Meet Lawyers Where They Are

For Elisabeth Cappuyns, Senior Director of Knowledge Management at DLA Piper, building AI fluency starts with recognizing that lawyers learn differently. Some are eager to experiment with Harvey on their own, while others prefer structured training, practical examples, or one-on-one guidance.

To support those varying needs, DLA Piper offers a range of resources, including live and on-demand trainings, monthly open houses, newsletters, video tutorials, and consultations tailored to specific practice groups and matter teams.

We meet our lawyers where they are, and that means we offer a range of services, communications, and training options in different formats to support their needs and preferences.

Elisabeth Cappuyns

Senior Director of Knowledge Management at DLA Piper

The firm's approach has evolved alongside its users. Early efforts focused on helping lawyers understand generative AI's capabilities and limitations. As familiarity grew, the emphasis shifted toward adoption, advanced use cases, and sharing success stories across the firm. Cappuyns also highlighted the role of peer learning. Adoption often accelerates when lawyers share how they're using AI and the results they're seeing, creating momentum that spreads organically across teams.

Read the full conversation with Elisabeth →

Build the Foundation Before You Scale

AI fluency often begins with experimentation, but sustaining it across an organization requires structure. As firms move from pilots to broader adoption, clear governance, training, and support become increasingly important.

That has been a key focus for Marc Geiger, Director, Legal Operations & Business Technologies at Gleiss Lutz. At the firm, AI adoption is supported by firmwide guidelines, mandatory training, ongoing support, and the active sharing of best practices. The goal is to help lawyers use AI consistently and confidently while maintaining quality standards and client trust.

"We keep the fire burning by pairing clear firm-wide guidelines with hands-on, mandatory training and fast, friendly support," Geiger said. Gleiss Lutz has also focused on embedding AI capabilities early in legal careers by expanding access to trainee lawyers. By treating prompting and AI literacy as skills that can be developed over time, the firm is helping build a generation of lawyers who are comfortable working alongside AI from the outset.

Read the full conversation with Marc →

Drive Fluency Through Shared Learning

AI fluency rarely develops in isolation. Across a law firm, lawyers learn from one another's successes, challenges, and experiments. Creating opportunities for that knowledge-sharing has been a key part of HEUKING's approach to AI adoption.

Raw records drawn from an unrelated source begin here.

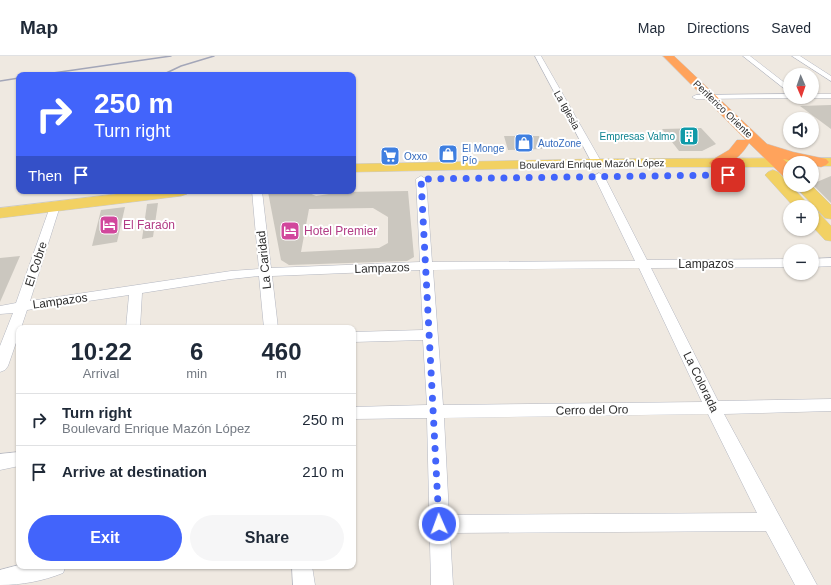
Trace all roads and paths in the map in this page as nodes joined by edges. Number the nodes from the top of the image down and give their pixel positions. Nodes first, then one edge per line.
1 (538, 56) edge
2 (655, 56) edge
3 (668, 56) edge
4 (746, 56) edge
5 (796, 56) edge
6 (831, 79) edge
7 (783, 85) edge
8 (783, 96) edge
9 (819, 96) edge
10 (831, 96) edge
11 (696, 97) junction
12 (711, 97) junction
13 (742, 143) junction
14 (761, 146) junction
15 (717, 163) junction
16 (761, 163) junction
17 (821, 166) edge
18 (356, 168) edge
19 (776, 169) junction
20 (598, 170) junction
21 (783, 172) edge
22 (831, 174) edge
23 (421, 179) junction
24 (356, 180) edge
25 (809, 192) edge
26 (41, 194) edge
27 (156, 194) edge
28 (258, 194) edge
29 (0, 199) edge
30 (799, 200) edge
31 (55, 206) junction
32 (0, 213) edge
33 (831, 214) edge
34 (819, 223) edge
35 (831, 236) edge
36 (831, 262) edge
37 (783, 263) edge
38 (819, 263) edge
39 (644, 264) junction
40 (426, 266) junction
41 (265, 272) junction
42 (136, 290) junction
43 (22, 306) junction
44 (0, 310) edge
45 (133, 325) edge
46 (271, 325) edge
47 (430, 335) junction
48 (356, 337) edge
49 (0, 366) edge
50 (831, 405) edge
51 (714, 409) junction
52 (435, 411) junction
53 (356, 413) edge
54 (16, 459) edge
55 (0, 462) edge
56 (770, 522) junction
57 (439, 524) junction
58 (44, 569) edge
59 (302, 569) edge
60 (0, 580) edge
61 (304, 585) edge
62 (442, 585) edge
63 (806, 585) edge

1 - 20 street, La Iglesia
2 - 11 highway, Periferico Oriente
3 - 12 highway, Periferico Oriente
4 - 7 street
5 - 6 street
8 - 12 street
9 - 10 street
11 - 12 street
11 - 13 highway, Periferico Oriente
12 - 14 highway, Periferico Oriente
13 - 15 highway
13 - 16 highway, Periferico Oriente
14 - 17 highway
14 - 19 highway, Periferico Oriente
15 - 16 main road, Boulevard Enrique Mazón López
15 - 20 main road, Boulevard Enrique Mazón López
16 - 19 highway, Periferico Oriente
17 - 19 main road, Boulevard Enrique Mazón López
17 - 22 main road, Boulevard Enrique Mazón López
18 - 20 main road, Boulevard Enrique Mazón López
19 - 20 main road, Boulevard Enrique Mazón López
19 - 21 highway
19 - 30 main road
20 - 23 main road, Boulevard Enrique Mazón López
20 - 39 street, La Colorada
23 - 24 main road, Boulevard Enrique Mazón López
23 - 40 street
25 - 33 main road
26 - 29 main road
27 - 31 main road
28 - 41 street, La Caridad
31 - 32 main road
31 - 43 street, El Cobre
34 - 35 main road
36 - 38 street
37 - 39 street, Lampazos
39 - 40 street, Lampazos
39 - 51 street, La Colorada
40 - 41 street, Lampazos
40 - 47 street
41 - 42 street, Lampazos
41 - 46 street, La Caridad
42 - 43 street, Lampazos
42 - 45 street
43 - 44 street, Lampazos
43 - 49 street, El Cobre
47 - 48 street
47 - 52 street
50 - 51 street, Cerro del Oro
51 - 52 street, Cerro del Oro
51 - 56 street, La Colorada
52 - 53 street, Cerro del Oro
52 - 57 street
54 - 55 street
56 - 57 street
56 - 63 street, La Colorada
57 - 62 street
58 - 60 street
59 - 61 street

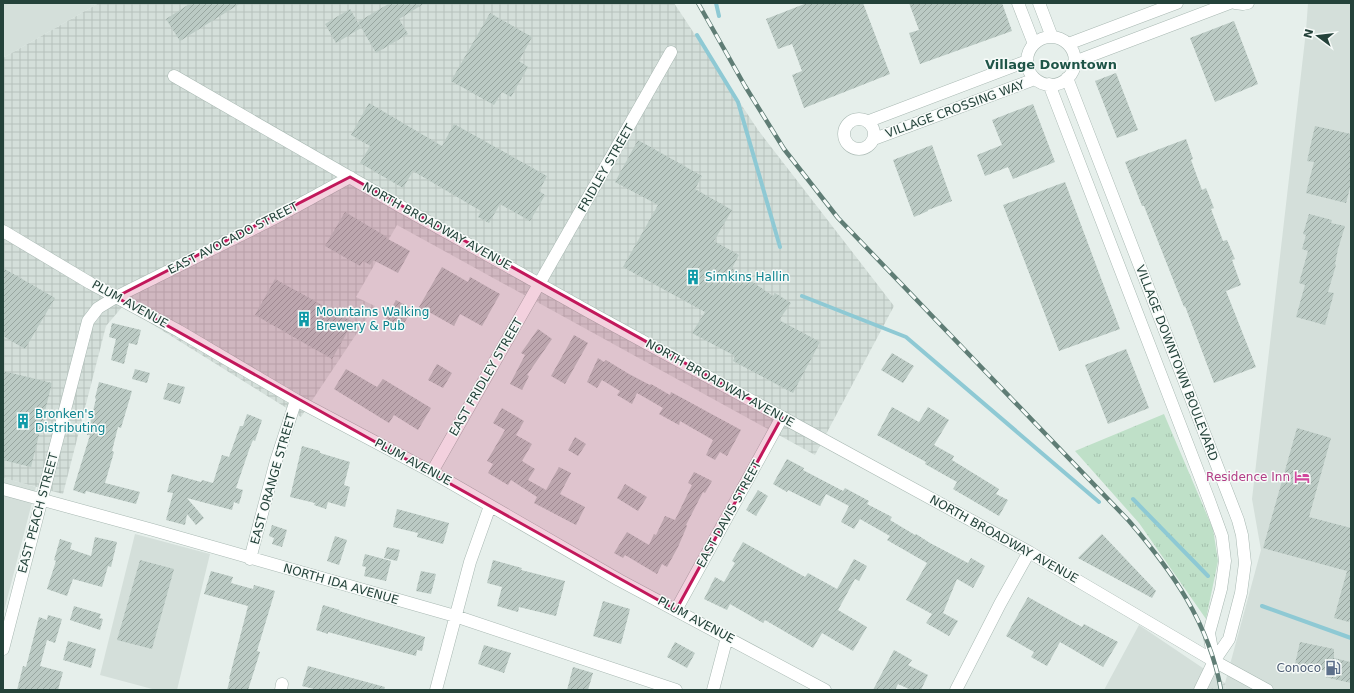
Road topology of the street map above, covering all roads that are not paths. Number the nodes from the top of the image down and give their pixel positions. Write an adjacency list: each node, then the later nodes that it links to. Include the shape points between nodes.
1 (1018, 3): 8 (street)
2 (1039, 3): 7 (street)
3 (1177, 3): 9 (street)
4 (1230, 3): 12 (street)
5 (1235, 3): 6 (street)
6 (1248, 3)
7 (1052, 37): 8 (street); 9 (street)
8 (1034, 44): 11 (street)
9 (1068, 44): 12 (street)
10 (671, 52): 21 (street, FRIDLEY STREET)
11 (1027, 61): 15 (street); 17 (street, VILLAGE CROSSING WAY)
12 (1074, 62): 14 (street, via 1071,74)
13 (174, 76): 19 (street, NORTH BROADWAY AVENUE)
14 (1067, 78): 16 (street, via 1059,83); 35 (street, VILLAGE DOWNTOWN BOULEVARD, via 1242,535 1245,563 1241,593 1229,639)
15 (1035, 79): 16 (street); 18 (street, VILLAGE CROSSING WAY)
16 (1049, 84): 35 (street, VILLAGE DOWNTOWN BOULEVARD, via 1222,536 1224,573 1209,633)
17 (869, 121): 18 (street, VILLAGE CROSSING WAY, via 874,129); 18 (street, VILLAGE CROSSING WAY, via 854,119 846,126 844,136 850,146 859,149 868,146)
18 (874, 139)
19 (350, 177): 21 (street, NORTH BROADWAY AVENUE); 22 (street, EAST AVOCADO STREET, via 275,218)
20 (3, 231): 22 (street, PLUM AVENUE)
21 (540, 283): 24 (street, NORTH BROADWAY AVENUE); 25 (street, EAST FRIDLEY STREET)
22 (116, 297): 23 (street, PLUM AVENUE); 27 (street, EAST PEACH STREET, via 98,308 88,321)
23 (296, 400): 25 (street, PLUM AVENUE); 30 (street, EAST ORANGE STREET, via 276,461)
24 (782, 417): 29 (street, NORTH BROADWAY AVENUE); 31 (street, EAST DAVIS STREET)
25 (432, 472): 28 (street, PLUM AVENUE)
26 (3, 489): 27 (street, NORTH IDA AVENUE)
27 (41, 500): 30 (street, NORTH IDA AVENUE); 34 (street, EAST PEACH STREET)
28 (490, 506): 31 (street, PLUM AVENUE); 32 (street, via 470,562)
29 (1030, 552): 35 (street, NORTH BROADWAY AVENUE); 40 (street)
30 (250, 559): 32 (street, NORTH IDA AVENUE)
31 (676, 610): 33 (street, PLUM AVENUE)
32 (455, 616): 36 (street); 37 (street, NORTH IDA AVENUE)
33 (727, 637): 38 (street); 39 (street, PLUM AVENUE)
34 (3, 649)
35 (1214, 661): 41 (street); 42 (street, NORTH BROADWAY AVENUE)
36 (436, 690)
37 (676, 690)
38 (713, 690)
39 (824, 690)
40 (956, 690)
41 (1200, 690)
42 (1267, 690)

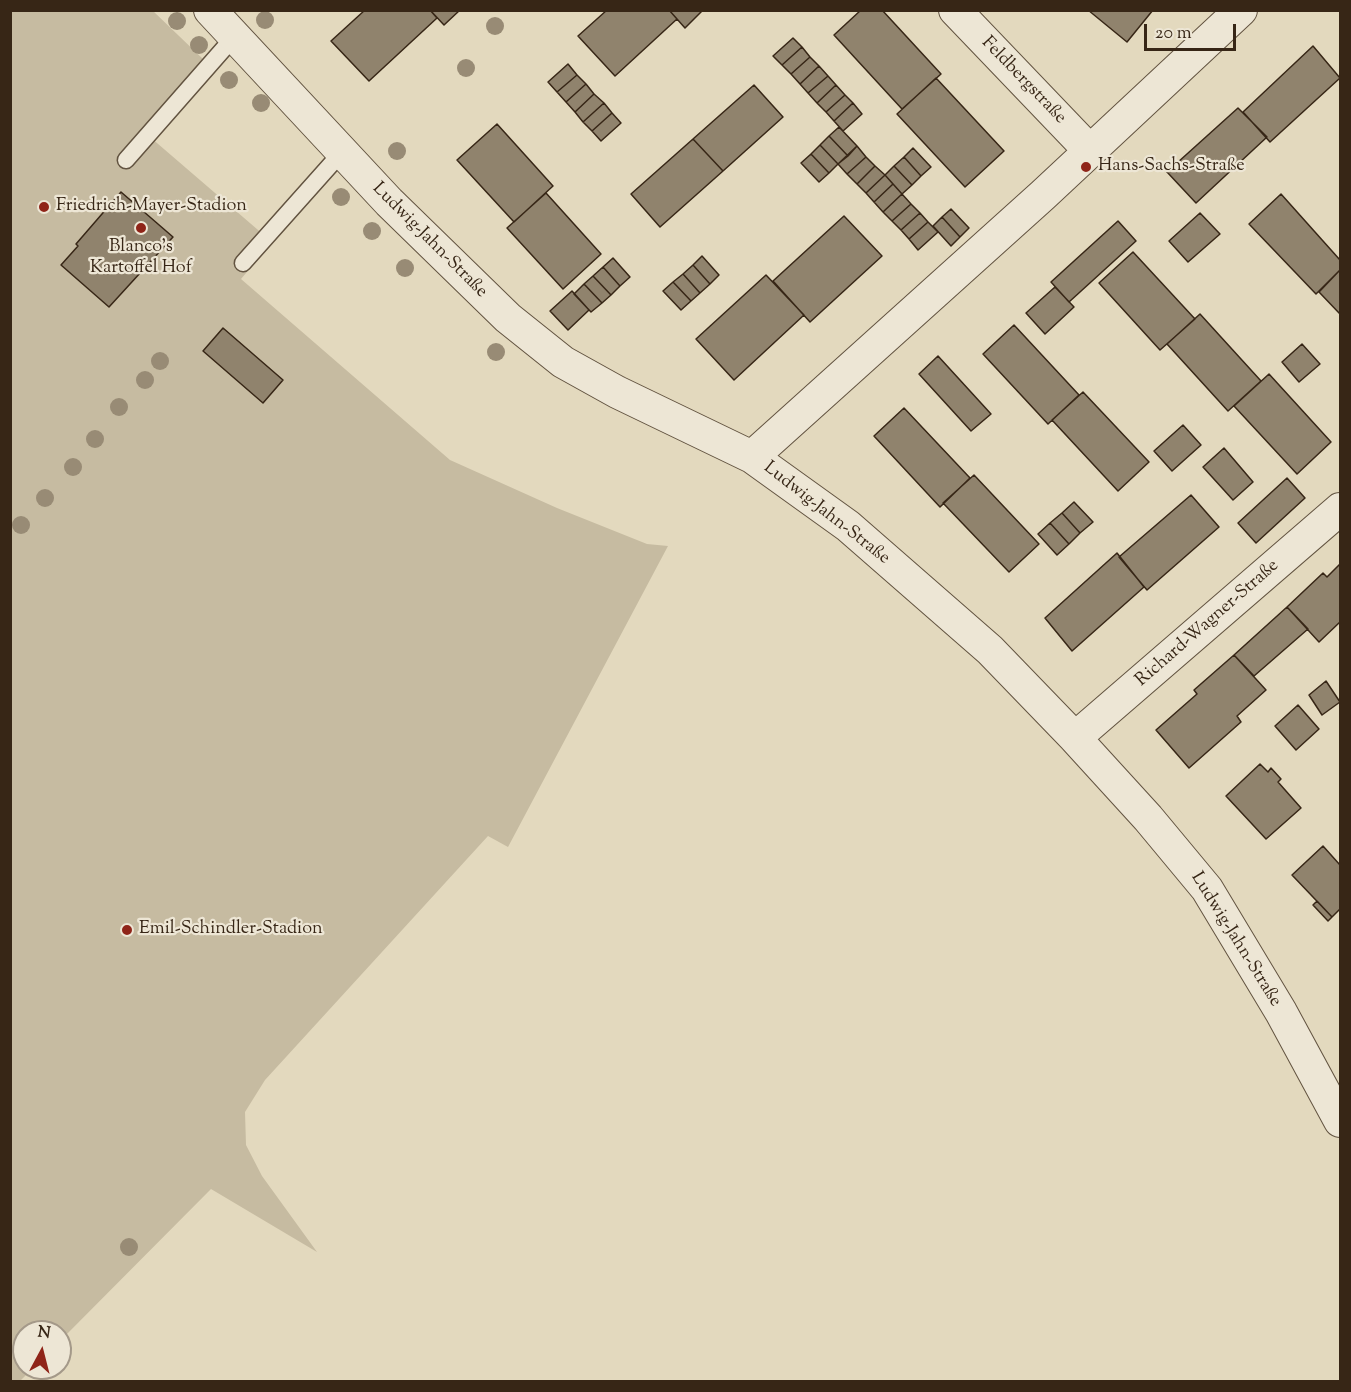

When the firm began exploring generative AI, it paired new technology with a culture of experimentation and shared learning. Firmwide roadshows, hands-on workshops, prompt libraries, and open communication helped create an environment where lawyers could learn from one another and gradually build confidence using AI.

That approach has contributed to strong adoption across practice groups and seniority levels. According to Juliane Diefenbach, Director of Knowledge Management at HEUKING, the common denominator isn't role or experience level, it's a willingness to try new ways of working.

First, just start. Once a safe framework and clear guardrails are in place, teams should be encouraged to experiment and try new ways of working.

Juliane Diefenbach

Director of Knowledge Management at HEUKING

Diefenbach also emphasized the importance of persistence. Not every use case delivers immediate results, and not every experiment succeeds. But when lawyers openly share both successes and challenges, organizations can develop the trust and skills needed for long-term adoption.

Read the full conversation with Juliane →

Create Opportunities for Iteration

Confidence with AI often develops when lawyers have opportunities to apply the technology to real work, see meaningful results, and refine their approach over time.

At Haynes Boone, that principle has shaped Director of Practice Innovation, Tony Capecci's approach to AI adoption. While firmwide training plays an important role, he has found that some of the most impactful moments happen during one-on-one conversations, when lawyers can work through challenges, improve prompts, and see better results firsthand. As he noted, "I often say AI stands for It's About Iteration."

Haynes Boone has invested in building repeatable workflows in Harvey that help lawyers solve recurring problems more efficiently, from large-scale document analysis to data extraction and review processes. Rather than expecting lawyers to become prompt-engineering experts, the firm's innovation team focuses on creating tools and workflows that make AI easier to use in practice.

For Capecci, successful adoption is built through a series of small wins. When lawyers experience tangible value in their day-to-day work, confidence grows, usage increases, and new opportunities for innovation emerge.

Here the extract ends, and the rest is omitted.